Misheard hissatsuwaza
One of the biggest reliefs ever for me was to find out that native English speakers often can't make out the lyrics of songs either. That native English speakers also feel like modern TV is better watched with subtitles. In the same way, one of the biggest reliefs was finding out that native Japanese gamer also have no fucking clue what the hell Amakusa Shirō-Tokisada is mumbling on Samurai Shodown IV (=Ten-samu). The voice capabilities of the old videogames was quite crunchy, and recordings often only vaguely resembled the original sample. (Somebody could probably do a phonetics paper on this.)

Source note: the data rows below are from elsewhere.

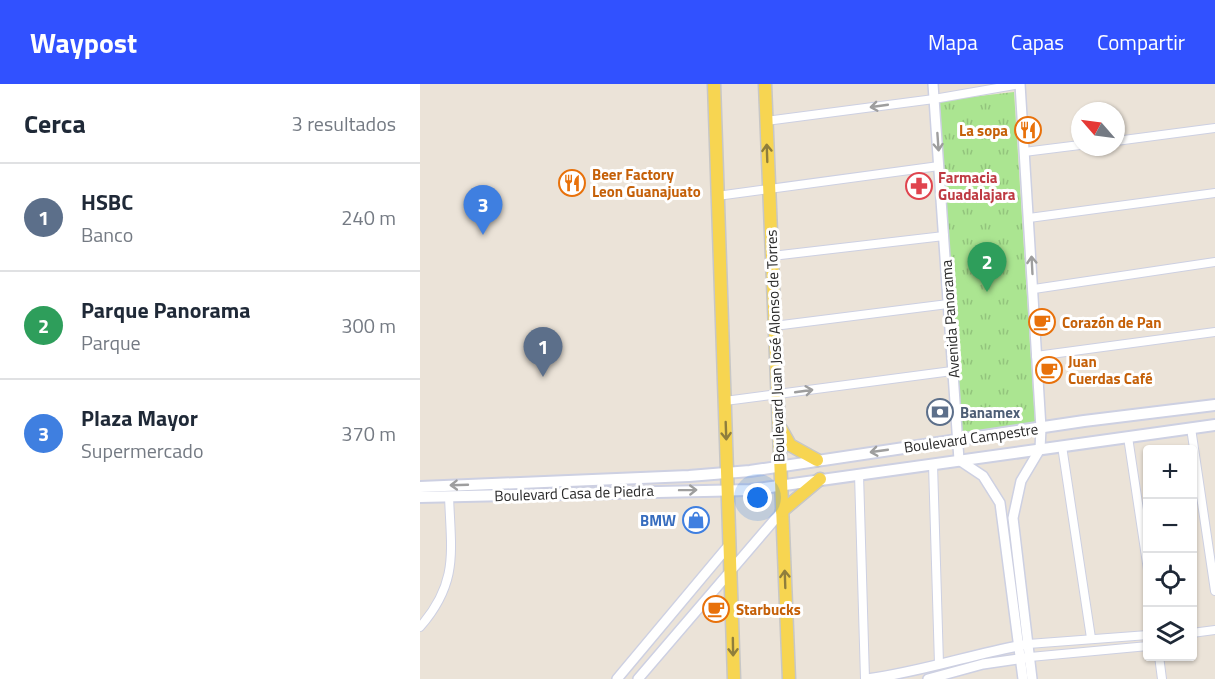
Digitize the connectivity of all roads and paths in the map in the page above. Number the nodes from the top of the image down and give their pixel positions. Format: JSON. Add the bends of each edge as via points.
{"nodes":[{"id":1,"x":714,"y":84,"type":"edge"},
{"id":2,"x":765,"y":84,"type":"edge"},
{"id":3,"x":933,"y":84,"type":"edge"},
{"id":4,"x":1020,"y":84,"type":"edge"},
{"id":5,"x":934,"y":99,"type":"junction"},
{"id":6,"x":766,"y":122,"type":"junction"},
{"id":7,"x":1215,"y":128,"type":"edge"},
{"id":8,"x":1125,"y":140,"type":"edge"},
{"id":9,"x":1071,"y":146,"type":"edge"},
{"id":10,"x":1024,"y":152,"type":"junction"},
{"id":11,"x":939,"y":166,"type":"junction"},
{"id":12,"x":769,"y":191,"type":"junction"},
{"id":13,"x":1215,"y":193,"type":"edge"},
{"id":14,"x":717,"y":196,"type":"junction"},
{"id":15,"x":1029,"y":218,"type":"junction"},
{"id":16,"x":944,"y":236,"type":"junction"},
{"id":17,"x":772,"y":256,"type":"junction"},
{"id":18,"x":1215,"y":262,"type":"edge"},
{"id":19,"x":1034,"y":289,"type":"junction"},
{"id":20,"x":948,"y":304,"type":"junction"},
{"id":21,"x":774,"y":326,"type":"junction"},
{"id":22,"x":1215,"y":332,"type":"edge"},
{"id":23,"x":1036,"y":356,"type":"junction"},
{"id":24,"x":952,"y":371,"type":"junction"},
{"id":25,"x":777,"y":395,"type":"junction"},
{"id":26,"x":725,"y":401,"type":"junction"},
{"id":27,"x":1215,"y":405,"type":"edge"},
{"id":28,"x":778,"y":422,"type":"junction"},
{"id":29,"x":1215,"y":424,"type":"edge"},
{"id":30,"x":1191,"y":428,"type":"junction"},
{"id":31,"x":1041,"y":429,"type":"junction"},
{"id":32,"x":1128,"y":437,"type":"junction"},
{"id":33,"x":958,"y":439,"type":"junction"},
{"id":34,"x":1062,"y":446,"type":"junction"},
{"id":35,"x":1040,"y":449,"type":"junction"},
{"id":36,"x":823,"y":459,"type":"junction"},
{"id":37,"x":958,"y":460,"type":"junction"},
{"id":38,"x":933,"y":464,"type":"junction"},
{"id":39,"x":780,"y":467,"type":"junction"},
{"id":40,"x":727,"y":473,"type":"junction"},
{"id":41,"x":859,"y":474,"type":"junction"},
{"id":42,"x":825,"y":479,"type":"junction"},
{"id":43,"x":780,"y":484,"type":"junction"},
{"id":44,"x":420,"y":487,"type":"edge"},
{"id":45,"x":545,"y":488,"type":"junction"},
{"id":46,"x":728,"y":490,"type":"junction"},
{"id":47,"x":449,"y":496,"type":"junction"},
{"id":48,"x":420,"y":497,"type":"edge"},
{"id":49,"x":782,"y":511,"type":"junction"},
{"id":50,"x":730,"y":544,"type":"junction"},
{"id":51,"x":1145,"y":553,"type":"edge"},
{"id":52,"x":731,"y":572,"type":"junction"},
{"id":53,"x":1215,"y":591,"type":"edge"},
{"id":54,"x":420,"y":627,"type":"edge"},
{"id":55,"x":1215,"y":630,"type":"edge"},
{"id":56,"x":1197,"y":632,"type":"edge"},
{"id":57,"x":1143,"y":635,"type":"edge"},
{"id":58,"x":1091,"y":638,"type":"junction"},
{"id":59,"x":1023,"y":645,"type":"junction"},
{"id":60,"x":1143,"y":646,"type":"edge"},
{"id":61,"x":1024,"y":658,"type":"junction"},
{"id":62,"x":1160,"y":661,"type":"edge"},
{"id":63,"x":939,"y":664,"type":"junction"},
{"id":64,"x":903,"y":676,"type":"edge"},
{"id":65,"x":617,"y":679,"type":"edge"},
{"id":66,"x":638,"y":679,"type":"edge"},
{"id":67,"x":734,"y":679,"type":"edge"},
{"id":68,"x":789,"y":679,"type":"edge"},
{"id":69,"x":866,"y":679,"type":"edge"},
{"id":70,"x":928,"y":679,"type":"edge"},
{"id":71,"x":1023,"y":679,"type":"edge"},
{"id":72,"x":1032,"y":679,"type":"edge"},
{"id":73,"x":1162,"y":679,"type":"edge"}],
"edges":[{"from":1,"to":14,"type":"main road"},
{"from":2,"to":6,"type":"main road","name":"Boulevard Juan José Alonso de Torres"},
{"from":3,"to":5,"type":"street","name":"Avenida Panorama"},
{"from":4,"to":5,"type":"street"},
{"from":4,"to":10,"type":"street"},
{"from":5,"to":6,"type":"street","one_way":true},
{"from":5,"to":11,"type":"street","name":"Avenida Panorama","one_way":true},
{"from":12,"to":6,"type":"main road","name":"Boulevard Juan José Alonso de Torres","one_way":true},
{"from":7,"to":8,"type":"street"},
{"from":9,"to":10,"type":"street"},
{"from":10,"to":15,"type":"street"},
{"from":11,"to":12,"type":"street"},
{"from":11,"to":16,"type":"street","name":"Avenida Panorama"},
{"from":12,"to":14,"type":"street"},
{"from":12,"to":17,"type":"main road","name":"Boulevard Juan José Alonso de Torres"},
{"from":13,"to":15,"type":"street"},
{"from":14,"to":26,"type":"main road"},
{"from":19,"to":15,"type":"street","one_way":true},
{"from":16,"to":17,"type":"street"},
{"from":16,"to":20,"type":"street","name":"Avenida Panorama"},
{"from":17,"to":21,"type":"main road","name":"Boulevard Juan José Alonso de Torres"},
{"from":18,"to":19,"type":"street"},
{"from":19,"to":23,"type":"street"},
{"from":20,"to":21,"type":"street"},
{"from":20,"to":24,"type":"street","name":"Avenida Panorama"},
{"from":21,"to":25,"type":"main road","name":"Boulevard Juan José Alonso de Torres"},
{"from":22,"to":23,"type":"street"},
{"from":23,"to":31,"type":"street"},
{"from":25,"to":24,"type":"street","one_way":true},
{"from":24,"to":33,"type":"street","name":"Avenida Panorama"},
{"from":25,"to":26,"type":"street"},
{"from":25,"to":28,"type":"main road","name":"Boulevard Juan José Alonso de Torres"},
{"from":26,"to":40,"type":"main road","one_way":true},
{"from":27,"to":31,"type":"main road","name":"Boulevard Campestre"},
{"from":28,"to":36,"type":"main road","via":[[790,446]]},
{"from":28,"to":39,"type":"main road","name":"Boulevard Juan José Alonso de Torres"},
{"from":29,"to":30,"type":"main road","name":"Boulevard Campestre"},
{"from":30,"to":32,"type":"main road","name":"Boulevard Campestre"},
{"from":30,"to":53,"type":"street"},
{"from":31,"to":33,"type":"main road","name":"Boulevard Campestre"},
{"from":31,"to":35,"type":"street"},
{"from":32,"to":34,"type":"main road","name":"Boulevard Campestre"},
{"from":32,"to":51,"type":"street"},
{"from":33,"to":36,"type":"main road","name":"Boulevard Campestre","one_way":true},
{"from":33,"to":37,"type":"street","name":"Avenida Panorama"},
{"from":34,"to":35,"type":"main road","name":"Boulevard Campestre"},
{"from":34,"to":58,"type":"street"},
{"from":35,"to":37,"type":"main road","name":"Boulevard Campestre"},
{"from":35,"to":59,"type":"street","via":[[1021,481],[1013,518]]},
{"from":36,"to":39,"type":"main road","name":"Boulevard Campestre"},
{"from":36,"to":42,"type":"main road"},
{"from":37,"to":38,"type":"main road","name":"Boulevard Campestre"},
{"from":37,"to":59,"type":"street","via":[[983,476],[1000,503]]},
{"from":38,"to":41,"type":"main road","name":"Boulevard Campestre"},
{"from":38,"to":63,"type":"street"},
{"from":39,"to":40,"type":"main road","name":"Boulevard Campestre"},
{"from":39,"to":43,"type":"main road","name":"Boulevard Juan José Alonso de Torres"},
{"from":40,"to":45,"type":"main road","name":"Boulevard Casa de Piedra"},
{"from":40,"to":46,"type":"main road"},
{"from":41,"to":42,"type":"main road","name":"Boulevard Campestre"},
{"from":41,"to":69,"type":"street"},
{"from":42,"to":43,"type":"main road","name":"Boulevard Campestre"},
{"from":42,"to":49,"type":"main road"},
{"from":43,"to":46,"type":"main road","name":"Boulevard Campestre"},
{"from":43,"to":49,"type":"main road","name":"Boulevard Juan José Alonso de Torres"},
{"from":45,"to":44,"type":"main road","name":"Boulevard Casa de Piedra","one_way":true},
{"from":45,"to":46,"type":"main road","name":"Boulevard Casa de Piedra","one_way":true},
{"from":45,"to":47,"type":"main road","name":"Boulevard Casa de Piedra"},
{"from":46,"to":50,"type":"main road"},
{"from":47,"to":48,"type":"main road","name":"Boulevard Casa de Piedra"},
{"from":47,"to":54,"type":"street","via":[[450,575],[441,599]]},
{"from":49,"to":52,"type":"street"},
{"from":68,"to":49,"type":"main road","name":"Boulevard Juan José Alonso de Torres","one_way":true},
{"from":50,"to":52,"type":"main road"},
{"from":50,"to":65,"type":"street"},
{"from":52,"to":66,"type":"street"},
{"from":52,"to":67,"type":"main road","one_way":true},
{"from":55,"to":56,"type":"street"},
{"from":57,"to":58,"type":"street"},
{"from":58,"to":59,"type":"street"},
{"from":59,"to":61,"type":"street"},
{"from":59,"to":63,"type":"street"},
{"from":60,"to":61,"type":"street"},
{"from":61,"to":70,"type":"street","via":[[973,666]]},
{"from":61,"to":71,"type":"street"},
{"from":61,"to":72,"type":"street"},
{"from":62,"to":73,"type":"street"},
{"from":63,"to":64,"type":"street"},
{"from":64,"to":69,"type":"street"}]}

Like when I was writing that piece on the mixed-region nature of Brazilian retro videogame culture, I wanted to talk about the iconic Rebecca from Double Dragon: The Movie: The Game, whose hissatsuwaza (specials) yells filled the air of many a dank cachaça watering hole countryside. But since the whole point of that piece is humblebragging about how we are bigger otakus than the gringos, I went into the Japanese Internet to double-check the name of her fireball—what was it again, 飛び剣 (tobiken, I thought, “flying dagger”)? Turns out it's supposed to be 紅刃拳. Kōjinken (Crimson blade fist)! I mean listen, kō- is fine but there's no way in heck that second syllable is jin (here, judge by yourself: https://www. youtube.com/watch?v=5he325b3d5U&t=0m17s ).
Then I found this note on mugenwiki and lost it:
飛び道具。空中でも出せる。隙は大きいがガードさせてしまえばどうにでもなる。 空耳は「コーヒー券」など。
Fireball. Can be done mid-air. Leaves you wide open, but if you can force them to guard, you can work around that. Misheard as “Kōhīken” [coffee voucher] and others.
Kōhīken! It does sound just like that. Never unhearing that one ever again.
Niconico Mugen is a treasure for this kind of thing. You get transcriptions of what it sounded like to natives:
「ヒッチョッザーン!(飛蝶斬)」
It's supposed to be Hichōzan (Flying Butterfly Slash), but I wasn't imagining it when I thought she says it more like hittchoʔzan. I interpreted it to mean 飛っ中斬 (Hicchūzan, “Mid-Air Slash”), which turns out wasn't that far off from what J gamers heard. But then you have the funny misheards too:
空耳は「みちよちゃーん」「シャッチョさーん」「一休さーん」など。 Interpreted as Michiyo-chaan [name of a boy], Shatcho-saan [“Boss”, said in a tense way], Ikkyū-saan [name of a historical figure], etc.
And her super 胡蝶烈風殺 Kochō-Reppusatsu (Killer Butterfly Gale), which sounds more like “kachō-reppusa”, has the gloss of 課長轢死体 Kachō-rek'shi-ta' [the manager's traffic accident corpse]…
If even native speakers misheard those ADPCM samples, of course we did, too. The hadouken for us was “haduge” or “gaduge”; shōryūken was “Hollywood”; Guile’s Sonic Boom was “Alex Full”, and in all honesty I still think it sounds much more like Alex Full than Sonic Boom; and, most famously, Sagat’s Tiger Uppercut was “Tiger Robocop”, now a meme in the arcade nostalgia community.